The robust solution would be

find /share/Public/demofind -name "*:*" -depth -exec bash -c '
    for f; do mv "$f" "${f//:/_}"; done' _ {} +

Putting the for loop inside find -exec works around pesky problems around file names with unusual characters in them, not just spaces (though your for loop would also inherently break on just single spaces, too; you would have to separately tell the shell to not perform whitespace tokenization if you used the output from find in a command substitution, but again, the proper fix is to simply not do that).

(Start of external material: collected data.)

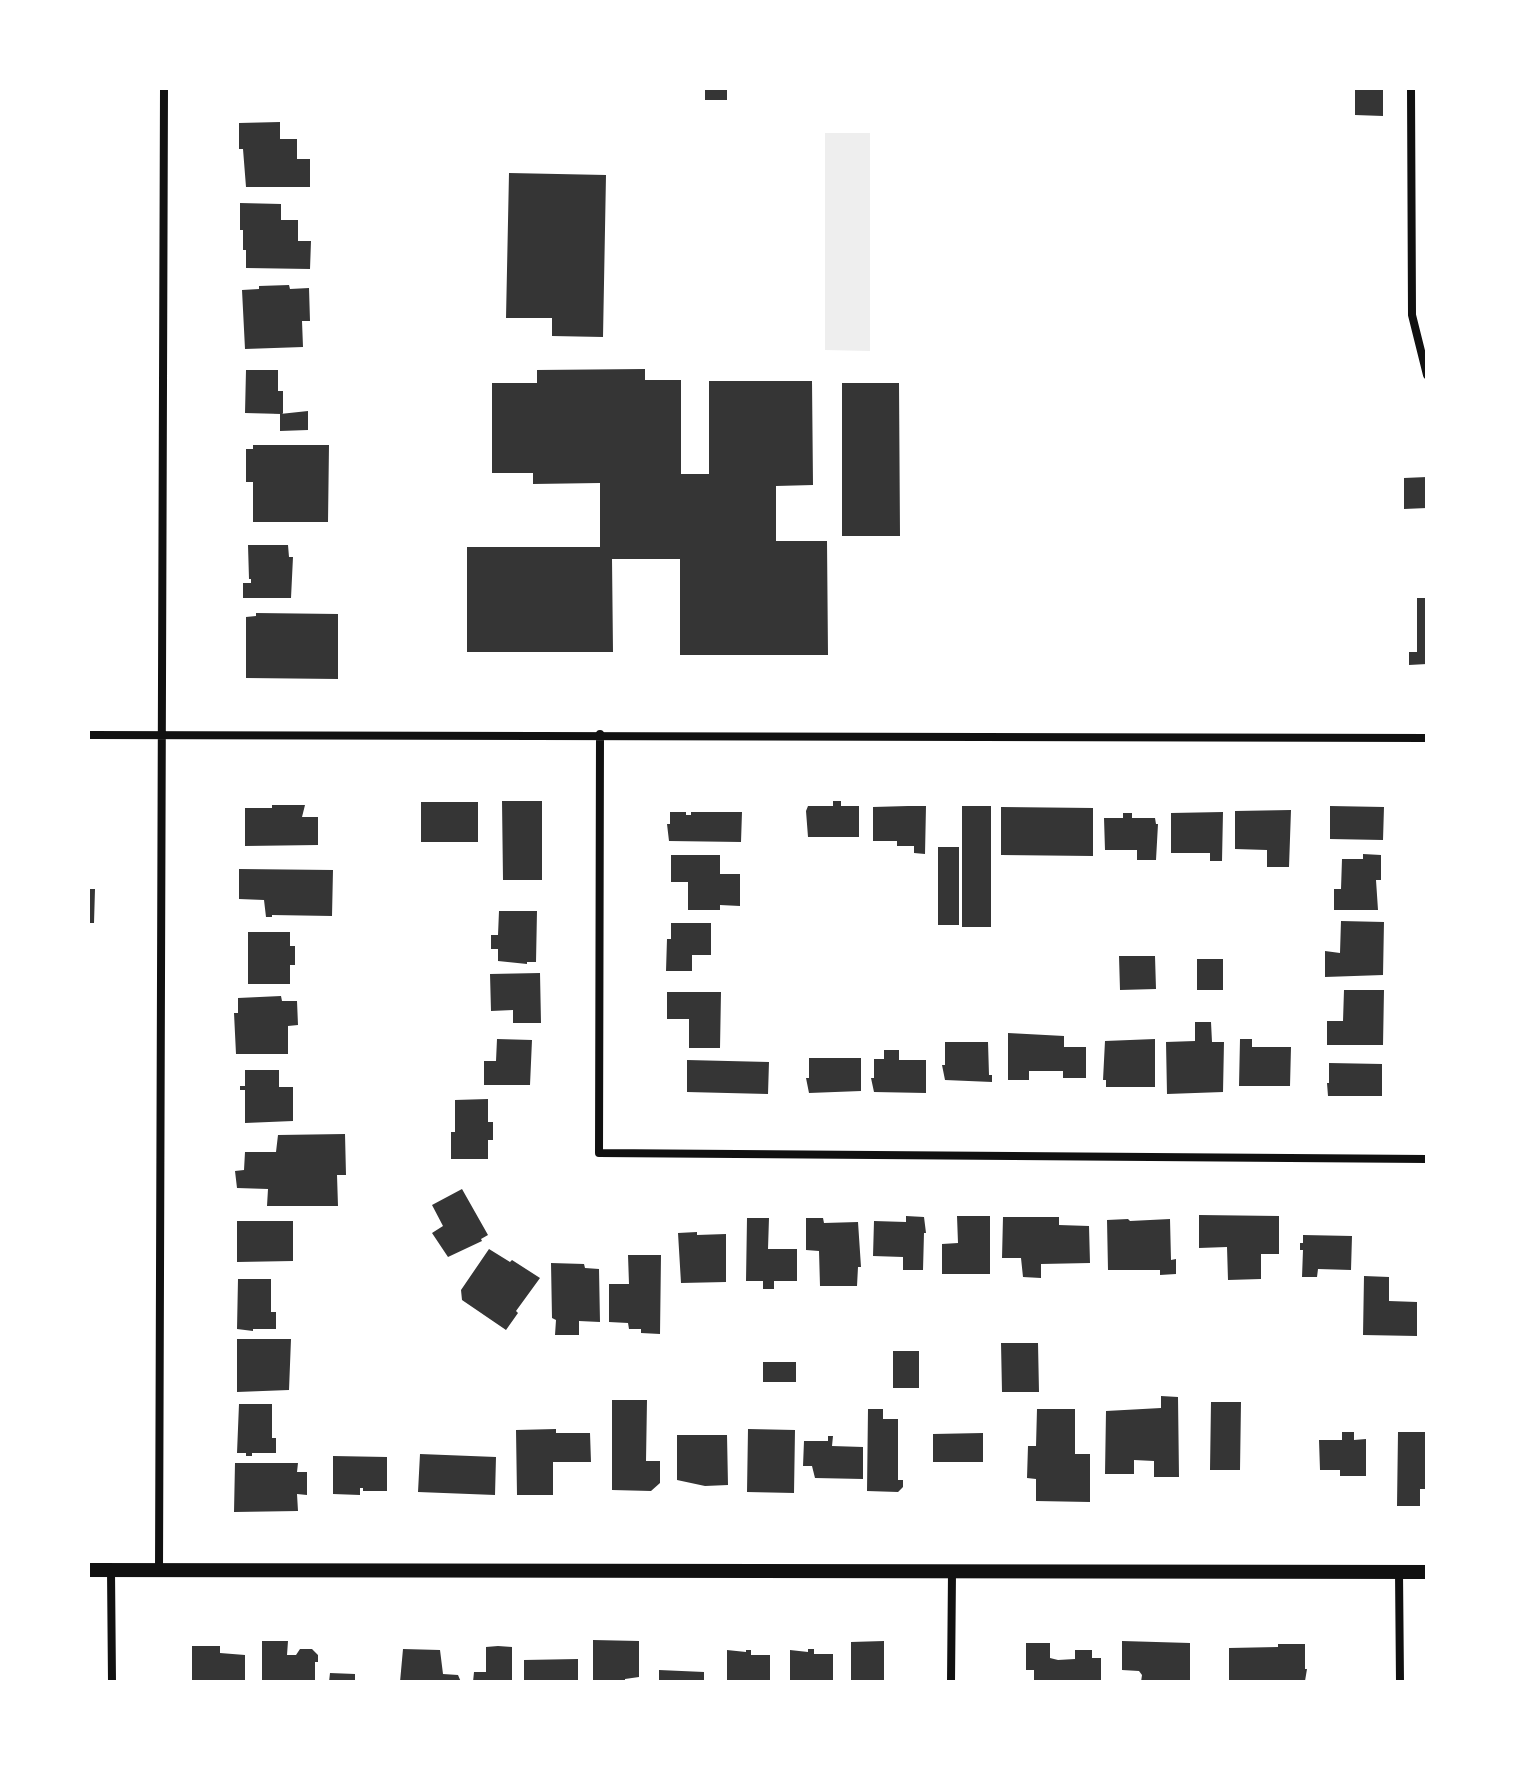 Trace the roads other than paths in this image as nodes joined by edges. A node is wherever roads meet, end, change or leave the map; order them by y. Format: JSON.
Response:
{"nodes":[{"id":1,"x":164,"y":88,"type":"edge"},
{"id":2,"x":1411,"y":88,"type":"edge"},
{"id":3,"x":1427,"y":375,"type":"edge"},
{"id":4,"x":600,"y":734,"type":"junction"},
{"id":5,"x":88,"y":735,"type":"edge"},
{"id":6,"x":163,"y":735,"type":"junction"},
{"id":7,"x":1427,"y":738,"type":"edge"},
{"id":8,"x":1427,"y":1159,"type":"edge"},
{"id":9,"x":159,"y":1569,"type":"junction"},
{"id":10,"x":88,"y":1570,"type":"edge"},
{"id":11,"x":111,"y":1571,"type":"junction"},
{"id":12,"x":1399,"y":1572,"type":"junction"},
{"id":13,"x":1427,"y":1572,"type":"edge"},
{"id":14,"x":952,"y":1573,"type":"junction"},
{"id":15,"x":112,"y":1682,"type":"edge"},
{"id":16,"x":951,"y":1682,"type":"edge"},
{"id":17,"x":1400,"y":1682,"type":"edge"}],
"edges":[{"from":1,"to":6,"type":"street"},
{"from":2,"to":3,"type":"street"},
{"from":4,"to":6,"type":"street"},
{"from":4,"to":7,"type":"street"},
{"from":4,"to":8,"type":"street"},
{"from":5,"to":6,"type":"street"},
{"from":6,"to":9,"type":"street"},
{"from":9,"to":11,"type":"street"},
{"from":9,"to":14,"type":"street"},
{"from":10,"to":11,"type":"street"},
{"from":11,"to":15,"type":"street"},
{"from":12,"to":13,"type":"street"},
{"from":12,"to":14,"type":"street"},
{"from":12,"to":17,"type":"street"},
{"from":14,"to":16,"type":"street"}]} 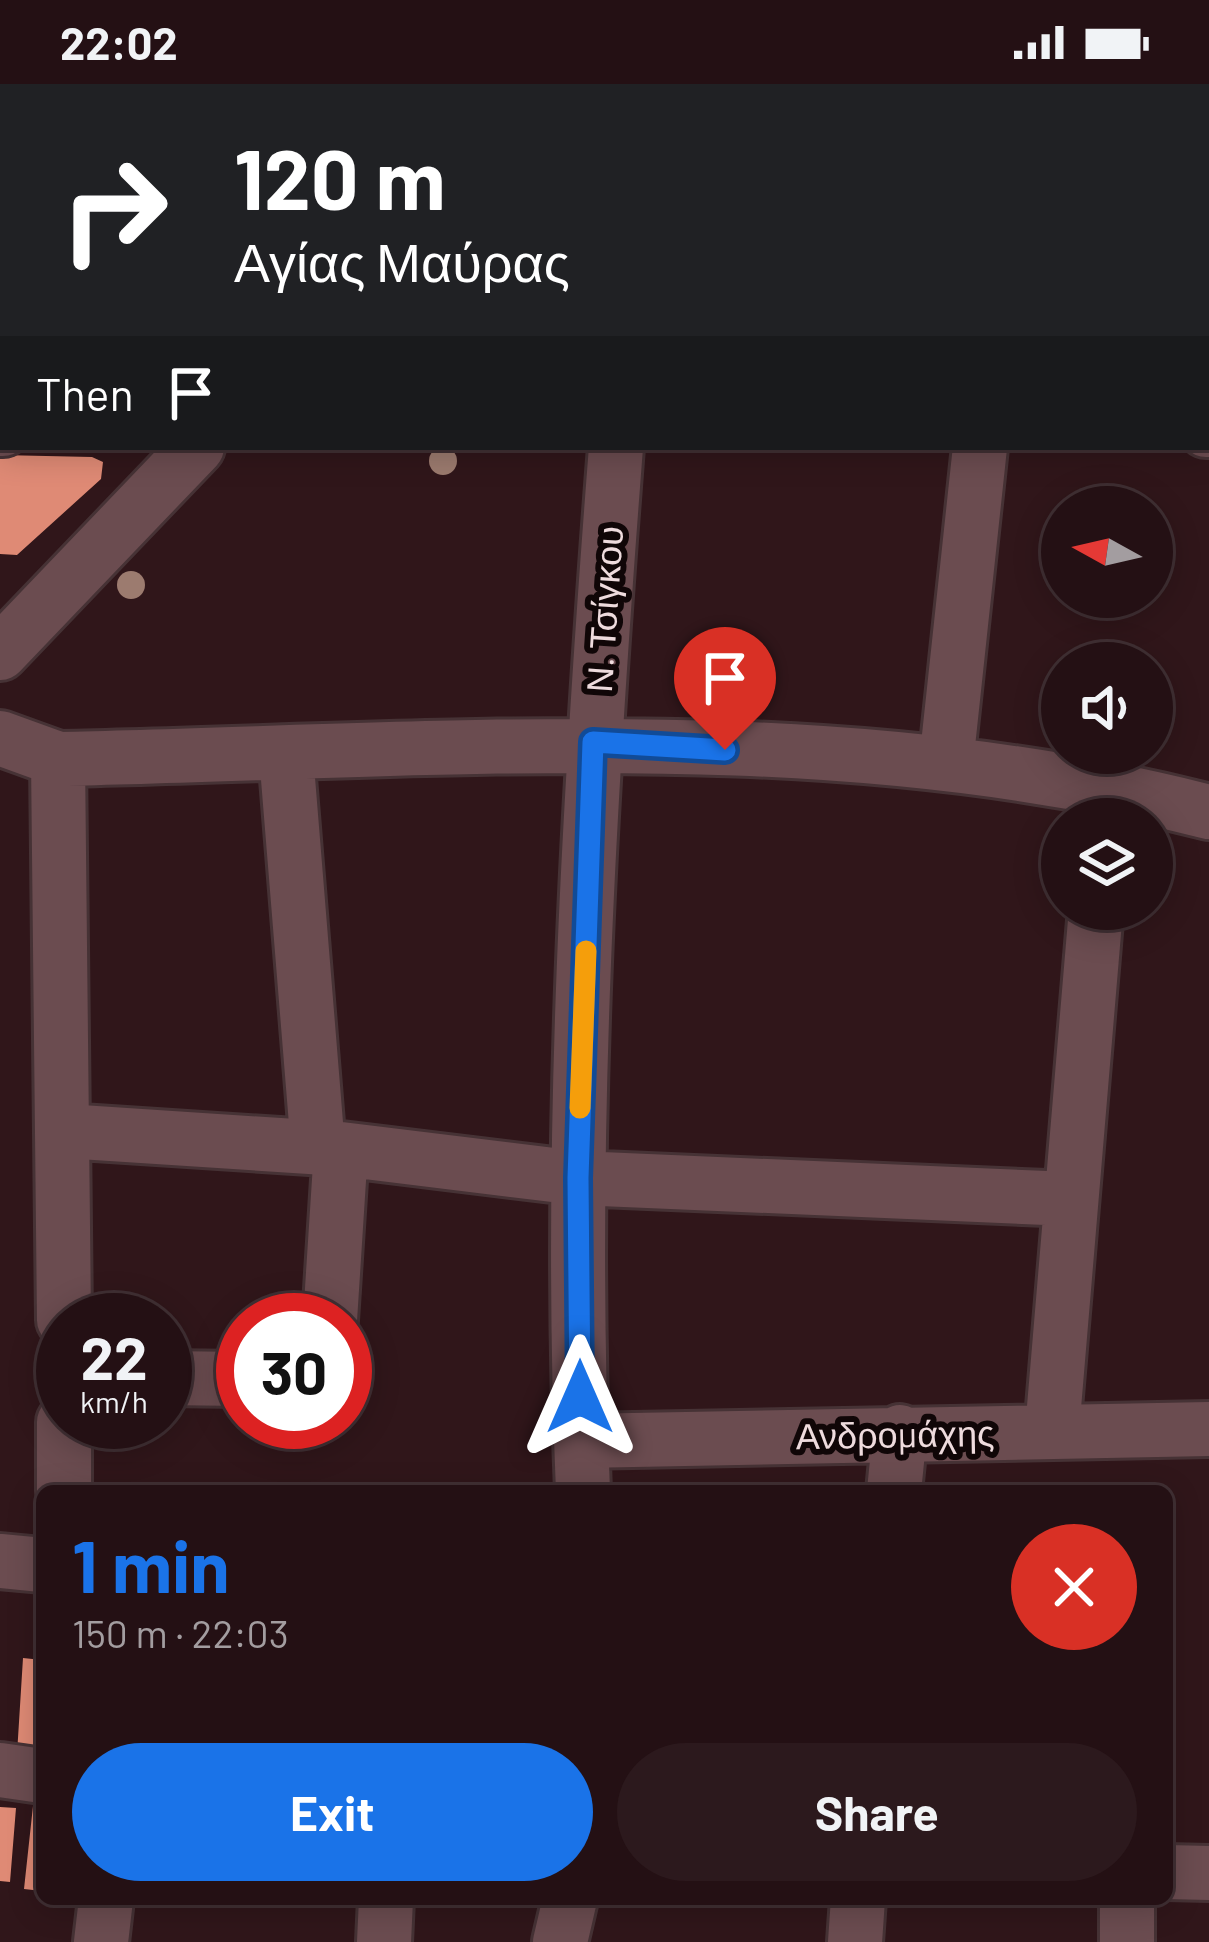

For details, please review https://mywiki.wooledge.org/BashFAQ/020

The -depth option to find says to traverse the directory tree depth-first; this is important when renaming, so that you don't end up renaming directories before you rename the files within them, which then leads to errors when the file you want to rename no longer exists where it was originally found.

The parameter expansion ${f//:/_} is a Bash feature; if you don't have Bash, you have to use an external tool (or a really hairy function around the more pedestrian parameter expansion facilities of POSIX sh; but let's not go there).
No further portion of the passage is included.